Impact of titin isoform on length dependent activation and cross-bridge cycling kinetics in rat skeletal muscle

The magnitude of length dependent activation in striated muscle has been shown to vary with titin isoform. Recently, a rat that harbors a homozygous autosomal mutation (HM) causing preferential expression of a longer, giant titin isoform was discovered (Greaser et al. 2005). Here, we investigated the impact of titin isoform on myofilament force development and cross-bridge cycling kinetics as function of sarcomere length (SL) in tibialis anterior skeletal muscle isolated from wild type (WT) and HM. Skeletal muscle bundles from HM rats exhibited reductions in passive tension, maximal force development, myofilament calcium sensitivity, maximal ATP consumption, and tension cost at both short and long sarcomere length (SL = 2.8 μm and SL = 3.2 μm, respectively). Moreover, the SL-dependent changes in these parameters were attenuated in HM muscles. Additionally, myofilament Ca2 + activation–relaxation properties were assessed in single isolated myofibrils. Both the rate of tension generation upon Ca2 + activation (kACT) as well as the rate of tension redevelopment following a length perturbation (kTR) were reduced in HM myofibrils compared to WT, while relaxation kinetics were not affected. We conclude that presence of a long isoform of titin in the striated muscle sarcomere is associated with reduced myofilament force development and cross-bridge cycling kinetics, and a blunting of myofilament length dependent activation.
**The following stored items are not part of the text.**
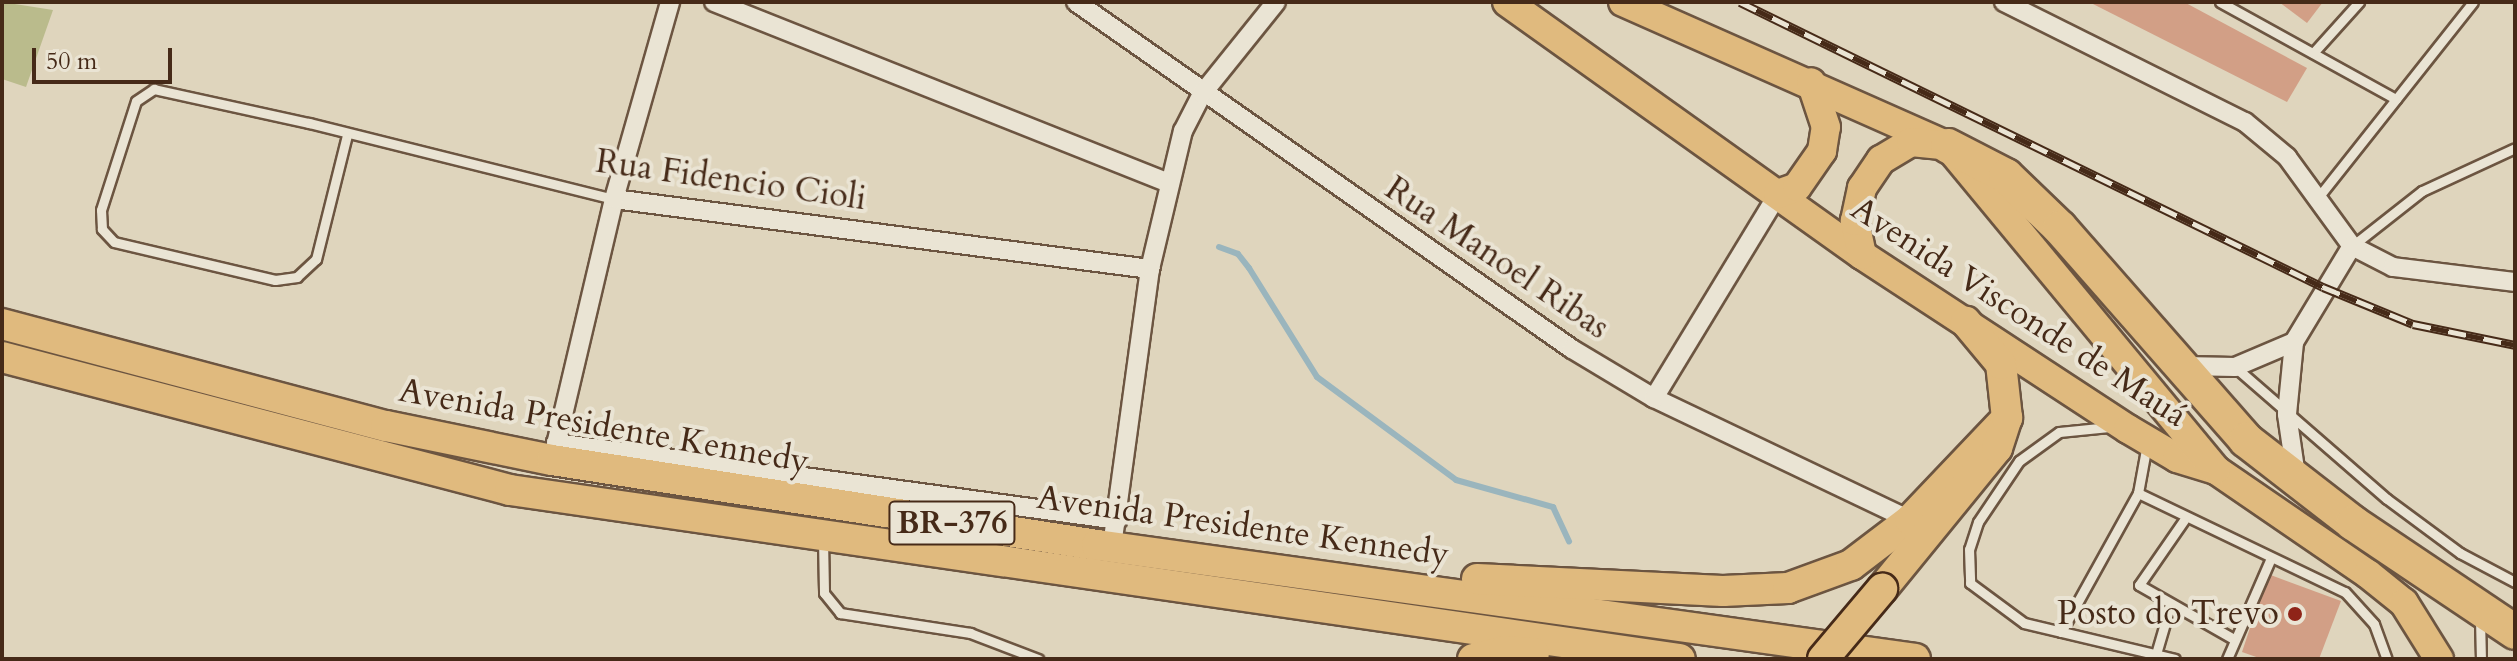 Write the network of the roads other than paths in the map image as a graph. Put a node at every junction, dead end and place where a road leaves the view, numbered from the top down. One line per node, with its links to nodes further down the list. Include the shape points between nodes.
1 (670, 2): 21 (street)
2 (714, 2): 18 (street)
3 (1076, 2): 13 (street, Rua Manoel Ribas)
4 (1276, 2): 13 (street)
5 (1507, 2): 19 (main road, Avenida Visconde de Mauá)
6 (1623, 2): 12 (main road, Avenida Visconde de Mauá)
7 (2004, 2): 20 (street, via 2245,122)
8 (2220, 2): 11 (lane)
9 (2359, 2): 11 (lane)
10 (2473, 2): 14 (lane)
11 (2313, 53): 14 (lane)
12 (1811, 82): 16 (main road, Avenida Visconde de Mauá); 19 (main road, via 1826,127 1822,151 1797,187)
13 (1202, 94): 18 (street); 32 (street, Rua Manoel Ribas, via 1572,349)
14 (2396, 99): 20 (lane)
15 (347, 135): 15 (lane, Rua Fidencio Cioli, via 154,89 144,92 101,210 102,229 114,242 275,280 297,277 316,259); 21 (lane, Rua Fidencio Cioli)
16 (1948, 146): 23 (main road, via 1911,142 1881,160 1862,188 1855,221); 30 (highway, via 2006,176 2060,228); 37 (main road, Avenida Visconde de Mauá)
17 (2515, 148): 22 (lane, via 2422,191)
18 (1168, 183): 24 (street)
19 (1778, 194): 23 (main road, Avenida Visconde de Mauá); 32 (street)
20 (2320, 195): 22 (street)
21 (614, 199): 24 (street, Rua Fidencio Cioli); 36 (street)
22 (2352, 246): 25 (street, via 2393,267); 28 (street)
23 (1862, 255): 26 (main road, Avenida Visconde de Mauá)
24 (1150, 269): 42 (street)
25 (2515, 282)
26 (1966, 322): 34 (highway, via 2001,364); 35 (main road, Avenida Visconde de Mauá)
27 (2, 324): 36 (highway, Avenida Presidente Kennedy / BR-376, via 386,426)
28 (2294, 342): 31 (street); 33 (street)
29 (2, 357): 43 (highway, Avenida Presidente Kennedy / BR-376, via 510,490)
30 (2179, 366): 31 (street); 38 (highway, via 2246,440)
31 (2235, 367): 33 (lane)
32 (1654, 398): 40 (street, Rua Manoel Ribas)
33 (2287, 414): 38 (street); 46 (lane, via 2460,553)
34 (2007, 418): 40 (highway); 57 (highway, bridge, via 1997,448)
35 (2138, 435): 37 (main road, Avenida Visconde de Mauá); 39 (lane); 49 (lane, via 2076,427 2040,443 2003,479 1978,522 1969,565 1977,594 2024,623)
36 (554, 451): 42 (highway, Avenida Presidente Kennedy / BR-376)
37 (2227, 478): 62 (main road, via 2404,603)
38 (2297, 482): 47 (highway)
39 (2138, 493): 41 (lane); 49 (lane)
40 (1910, 520): 44 (highway, via 1851,565 1788,588 1723,591 1393,575)
41 (2184, 520): 45 (lane); 48 (lane, via 2140,576 2143,591)
42 (1115, 533): 44 (highway, Avenida Presidente Kennedy / BR-376)
43 (823, 536): 53 (lane, via 824,593 840,613 970,633); 56 (highway, Avenida Presidente Kennedy / BR-376)
44 (1215, 559): 58 (highway, Avenida Presidente Kennedy / BR-376)
45 (2270, 560): 51 (lane); 61 (lane, via 2345,592 2374,624)
46 (2515, 582)
47 (2477, 604): 50 (highway); 63 (lane)
48 (2170, 606): 51 (lane); 52 (lane)
49 (2061, 632): 52 (lane)
50 (2515, 632)
51 (2232, 638): 60 (lane)
52 (2156, 654): 59 (lane)
53 (1038, 659)
54 (1473, 659): 55 (highway, via 1504,651)
55 (1654, 659)
56 (1680, 659)
57 (1823, 659)
58 (1915, 659)
59 (2175, 659)
60 (2227, 659)
61 (2387, 659)
62 (2439, 659)
63 (2481, 659) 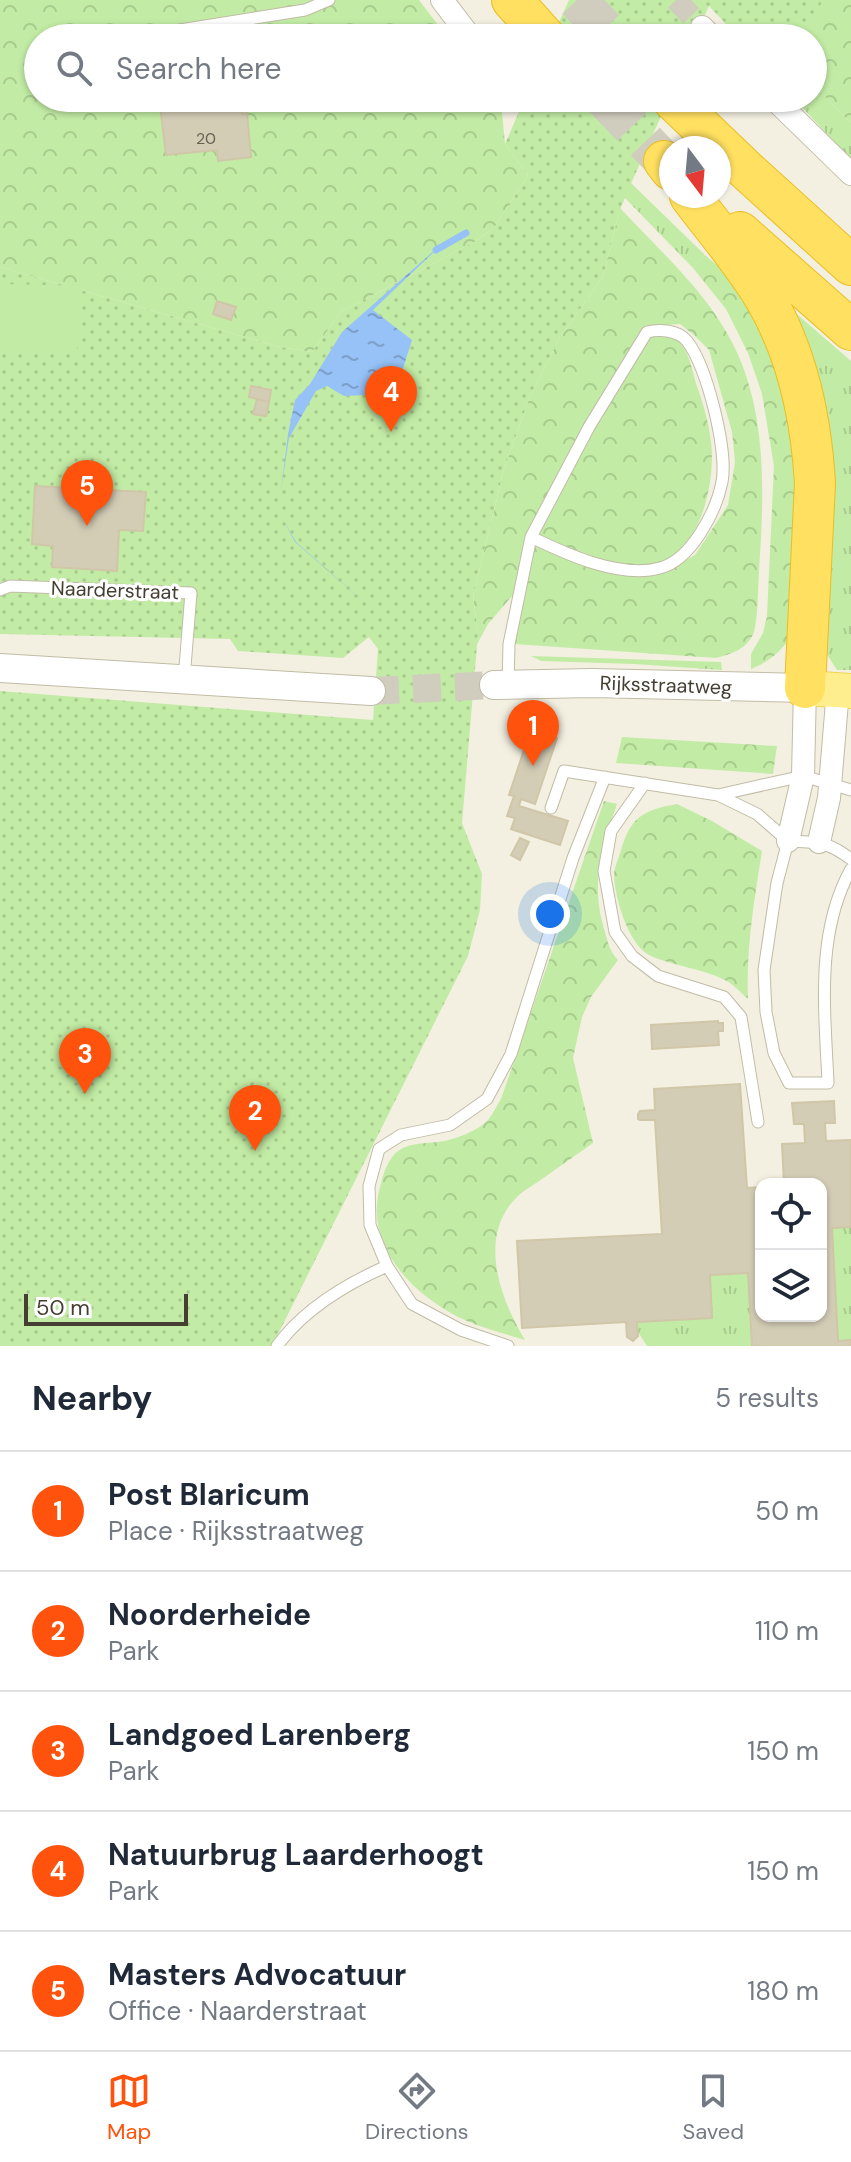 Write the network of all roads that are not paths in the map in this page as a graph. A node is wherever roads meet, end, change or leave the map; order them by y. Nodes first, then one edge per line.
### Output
1 (329, 0) edge
2 (442, 0) edge
3 (512, 0) edge
4 (218, 24) edge
5 (460, 24) edge
6 (533, 24) edge
7 (686, 112) edge
8 (787, 112) edge
9 (851, 174) edge
10 (699, 208) edge
11 (715, 208) edge
12 (851, 265) edge
13 (851, 330) edge
14 (531, 537) junction
15 (0, 590) edge
16 (0, 668) edge
17 (184, 679) junction
18 (501, 685) joint
19 (361, 690) tunnel mouth
20 (836, 692) edge
21 (803, 776) junction
22 (605, 777) junction
23 (645, 783) junction
24 (841, 786) edge
25 (718, 795) junction
26 (551, 808) dead end
27 (788, 841) junction
28 (819, 842) junction
29 (851, 859) edge
30 (851, 869) edge
31 (758, 1122) dead end
32 (387, 1266) junction
33 (277, 1346) edge
34 (508, 1346) edge

1 - 4 lane
2 - 5 street
3 - 6 highway
7 - 12 highway
8 - 9 street
10 - 20 highway
11 - 13 highway
14 - 14 lane
14 - 18 lane
15 - 17 lane, Naarderstraat
16 - 17 street
17 - 19 street
18 - 20 street, Rijksstraatweg
20 - 21 street
20 - 24 street
21 - 24 lane
21 - 25 lane
21 - 27 street
22 - 23 lane
22 - 26 lane
22 - 32 lane
23 - 25 lane
23 - 31 lane
24 - 28 street
25 - 27 lane
27 - 28 lane
27 - 30 lane
28 - 29 lane
32 - 33 lane
32 - 34 lane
This article is part of a Special Issue entitled: Cardiomyocyte Biology: Cardiac Pathways of Differentiation, Metabolism and Contraction.

► Myofilament length dependent activation (LDA) underlies the Starling Law of the heart.
► The giant molecule titin may play a pivotal role in length dependency.
► We studied striated muscle from mutant and wild-type rats with varied titin lengths.
► Long titin was associated with altered LDA.
► Conclusion, titin mediates the length signal so as to modulate LDA.